Designing and developing innovative equipment and technologies to function as expected is inherently difficult and significant design phase, field testing and redesign costs are often incurred in connection with such design and development activities. The design and development phase requires meaningful lead time before a product is ready for market, which often requires a significant investment in potentially new technologies and manufacturing techniques to evolve our existing products and introduce new products prior to realizing any revenues associated with such improved or new products. This also requires us to anticipate changing customer demands. Our success depends on our ability to invest in new technologies and manufacturing techniques to continue to meet those changing demands. If we are unable to accurately anticipate such customer demands, we will likely incur losses associated with such product development.

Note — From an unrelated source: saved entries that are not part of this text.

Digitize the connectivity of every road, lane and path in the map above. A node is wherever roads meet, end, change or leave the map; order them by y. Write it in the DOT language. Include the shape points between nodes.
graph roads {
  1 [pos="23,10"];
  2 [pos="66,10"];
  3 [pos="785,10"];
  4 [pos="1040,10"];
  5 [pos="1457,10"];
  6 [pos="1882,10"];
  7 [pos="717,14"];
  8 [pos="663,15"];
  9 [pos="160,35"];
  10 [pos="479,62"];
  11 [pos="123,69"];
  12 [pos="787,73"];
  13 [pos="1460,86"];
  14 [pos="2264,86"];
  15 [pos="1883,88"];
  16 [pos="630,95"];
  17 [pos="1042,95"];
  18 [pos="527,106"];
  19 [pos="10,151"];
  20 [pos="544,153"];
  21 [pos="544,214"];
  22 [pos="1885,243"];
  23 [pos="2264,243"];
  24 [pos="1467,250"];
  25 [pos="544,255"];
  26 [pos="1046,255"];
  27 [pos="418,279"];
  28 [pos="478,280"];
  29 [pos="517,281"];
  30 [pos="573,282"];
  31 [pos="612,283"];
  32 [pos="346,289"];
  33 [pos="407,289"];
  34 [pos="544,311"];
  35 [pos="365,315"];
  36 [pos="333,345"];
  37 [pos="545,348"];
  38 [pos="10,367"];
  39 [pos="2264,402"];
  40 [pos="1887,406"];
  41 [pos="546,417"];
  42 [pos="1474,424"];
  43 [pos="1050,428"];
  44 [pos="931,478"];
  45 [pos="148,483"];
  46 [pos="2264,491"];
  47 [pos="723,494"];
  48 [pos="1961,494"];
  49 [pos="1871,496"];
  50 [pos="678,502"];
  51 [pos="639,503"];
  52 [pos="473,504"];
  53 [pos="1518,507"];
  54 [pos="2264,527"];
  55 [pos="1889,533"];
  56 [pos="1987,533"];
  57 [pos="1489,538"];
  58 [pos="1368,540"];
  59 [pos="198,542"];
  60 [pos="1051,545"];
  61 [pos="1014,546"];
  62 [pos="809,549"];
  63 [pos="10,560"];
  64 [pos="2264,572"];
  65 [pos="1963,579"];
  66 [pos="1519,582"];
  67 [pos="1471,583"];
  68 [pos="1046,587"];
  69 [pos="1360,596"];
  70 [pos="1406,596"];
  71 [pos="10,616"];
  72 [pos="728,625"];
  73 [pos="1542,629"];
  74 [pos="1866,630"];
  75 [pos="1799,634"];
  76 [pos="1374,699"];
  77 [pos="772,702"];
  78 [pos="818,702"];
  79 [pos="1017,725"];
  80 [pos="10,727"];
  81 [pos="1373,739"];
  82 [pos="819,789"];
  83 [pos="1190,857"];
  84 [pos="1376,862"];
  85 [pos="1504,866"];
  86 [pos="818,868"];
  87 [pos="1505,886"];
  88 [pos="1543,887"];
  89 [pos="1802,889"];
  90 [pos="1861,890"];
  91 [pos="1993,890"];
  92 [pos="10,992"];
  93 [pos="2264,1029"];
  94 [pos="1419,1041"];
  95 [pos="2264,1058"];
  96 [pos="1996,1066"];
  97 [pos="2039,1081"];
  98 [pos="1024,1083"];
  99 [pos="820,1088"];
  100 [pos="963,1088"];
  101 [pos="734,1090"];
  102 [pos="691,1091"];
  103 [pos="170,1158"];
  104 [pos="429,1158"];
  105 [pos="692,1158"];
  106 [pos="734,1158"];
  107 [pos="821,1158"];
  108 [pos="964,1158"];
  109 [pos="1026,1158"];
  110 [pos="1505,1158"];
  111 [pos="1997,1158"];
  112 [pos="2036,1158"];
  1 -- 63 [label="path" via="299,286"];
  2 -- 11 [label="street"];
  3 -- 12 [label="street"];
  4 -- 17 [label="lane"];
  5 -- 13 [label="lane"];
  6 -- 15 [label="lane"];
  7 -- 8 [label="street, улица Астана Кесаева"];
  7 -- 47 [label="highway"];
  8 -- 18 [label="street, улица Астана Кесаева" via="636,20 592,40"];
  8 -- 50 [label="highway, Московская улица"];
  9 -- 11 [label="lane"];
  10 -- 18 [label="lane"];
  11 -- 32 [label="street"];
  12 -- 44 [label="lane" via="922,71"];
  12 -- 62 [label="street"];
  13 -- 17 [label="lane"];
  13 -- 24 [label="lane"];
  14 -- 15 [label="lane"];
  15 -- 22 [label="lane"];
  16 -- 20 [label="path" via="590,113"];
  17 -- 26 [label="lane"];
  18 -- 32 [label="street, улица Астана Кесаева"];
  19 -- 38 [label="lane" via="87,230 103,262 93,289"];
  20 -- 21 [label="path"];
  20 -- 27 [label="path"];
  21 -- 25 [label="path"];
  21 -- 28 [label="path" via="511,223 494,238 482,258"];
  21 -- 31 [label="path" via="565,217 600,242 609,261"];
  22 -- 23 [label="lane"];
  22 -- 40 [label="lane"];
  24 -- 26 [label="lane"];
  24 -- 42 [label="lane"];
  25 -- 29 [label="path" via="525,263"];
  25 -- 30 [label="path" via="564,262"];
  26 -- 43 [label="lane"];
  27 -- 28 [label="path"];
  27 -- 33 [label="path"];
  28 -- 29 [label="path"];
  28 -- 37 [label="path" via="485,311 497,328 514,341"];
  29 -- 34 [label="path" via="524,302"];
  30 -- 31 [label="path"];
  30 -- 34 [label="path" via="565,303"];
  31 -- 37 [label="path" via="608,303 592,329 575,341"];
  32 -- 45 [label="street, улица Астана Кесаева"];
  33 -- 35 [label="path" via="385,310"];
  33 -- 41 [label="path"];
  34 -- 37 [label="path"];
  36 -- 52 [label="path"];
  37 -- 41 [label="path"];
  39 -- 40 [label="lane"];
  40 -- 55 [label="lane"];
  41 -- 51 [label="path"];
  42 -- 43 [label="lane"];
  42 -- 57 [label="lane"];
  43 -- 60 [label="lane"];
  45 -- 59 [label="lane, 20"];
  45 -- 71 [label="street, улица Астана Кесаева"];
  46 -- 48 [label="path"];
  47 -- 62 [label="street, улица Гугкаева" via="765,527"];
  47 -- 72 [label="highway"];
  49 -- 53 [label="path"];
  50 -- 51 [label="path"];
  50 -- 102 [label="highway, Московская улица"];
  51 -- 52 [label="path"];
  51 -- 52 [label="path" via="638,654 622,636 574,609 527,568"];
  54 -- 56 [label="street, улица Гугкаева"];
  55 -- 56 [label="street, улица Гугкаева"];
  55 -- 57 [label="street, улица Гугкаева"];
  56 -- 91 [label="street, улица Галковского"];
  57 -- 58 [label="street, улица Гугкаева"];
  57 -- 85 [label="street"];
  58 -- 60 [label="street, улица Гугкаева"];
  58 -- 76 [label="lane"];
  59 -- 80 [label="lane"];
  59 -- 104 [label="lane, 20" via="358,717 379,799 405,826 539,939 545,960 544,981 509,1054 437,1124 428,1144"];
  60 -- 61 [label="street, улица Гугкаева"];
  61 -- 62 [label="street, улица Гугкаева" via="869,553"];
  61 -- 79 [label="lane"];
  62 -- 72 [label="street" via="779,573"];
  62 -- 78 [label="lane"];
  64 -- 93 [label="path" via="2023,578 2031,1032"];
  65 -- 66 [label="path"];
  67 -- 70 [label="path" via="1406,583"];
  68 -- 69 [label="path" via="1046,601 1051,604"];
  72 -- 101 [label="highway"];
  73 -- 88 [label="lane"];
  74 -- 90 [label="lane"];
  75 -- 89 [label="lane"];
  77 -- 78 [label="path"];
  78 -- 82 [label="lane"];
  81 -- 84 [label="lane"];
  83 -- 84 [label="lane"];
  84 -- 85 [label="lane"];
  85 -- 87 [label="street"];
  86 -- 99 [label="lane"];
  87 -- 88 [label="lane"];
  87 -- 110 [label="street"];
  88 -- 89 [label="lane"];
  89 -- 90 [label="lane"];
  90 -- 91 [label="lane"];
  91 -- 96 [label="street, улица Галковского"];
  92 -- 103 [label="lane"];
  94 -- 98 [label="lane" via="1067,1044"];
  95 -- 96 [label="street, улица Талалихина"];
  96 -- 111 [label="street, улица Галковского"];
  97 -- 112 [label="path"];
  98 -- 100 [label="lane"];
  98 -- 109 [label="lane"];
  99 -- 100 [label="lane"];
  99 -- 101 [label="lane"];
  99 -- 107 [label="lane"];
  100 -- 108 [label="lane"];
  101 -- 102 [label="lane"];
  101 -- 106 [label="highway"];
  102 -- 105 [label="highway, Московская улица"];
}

Furthermore, many of our competitors are larger than us and have more financial resources to invest in new technologies and manufacturing techniques. If we are unable to keep pace with these competitors in terms of new technology and innovation we may lose market share and our results of operations may be adversely affected.
In addition, any number of unforeseen circumstances can impact actual project costs. Production delays, design changes, adverse weather conditions and other factors can also result in construction and testing delays, which can cause significant cost overruns or failure to meet required completion dates. In certain circumstances, we may incur contractual penalties as a result of such delays to bring a product to market or be unable to satisfy minimum production levels, and we may be liable to customers for other losses they incur in connection with such delays, including possible refund of the purchase price. At various times, we have experienced negative margins on certain large projects. These large projects have included both existing and innovative equipment designs, on-site construction and promised minimum production levels. We may not be able to sufficiently predict the extent of such unforeseen cost overruns and may experience significant losses on specialized projects in the future.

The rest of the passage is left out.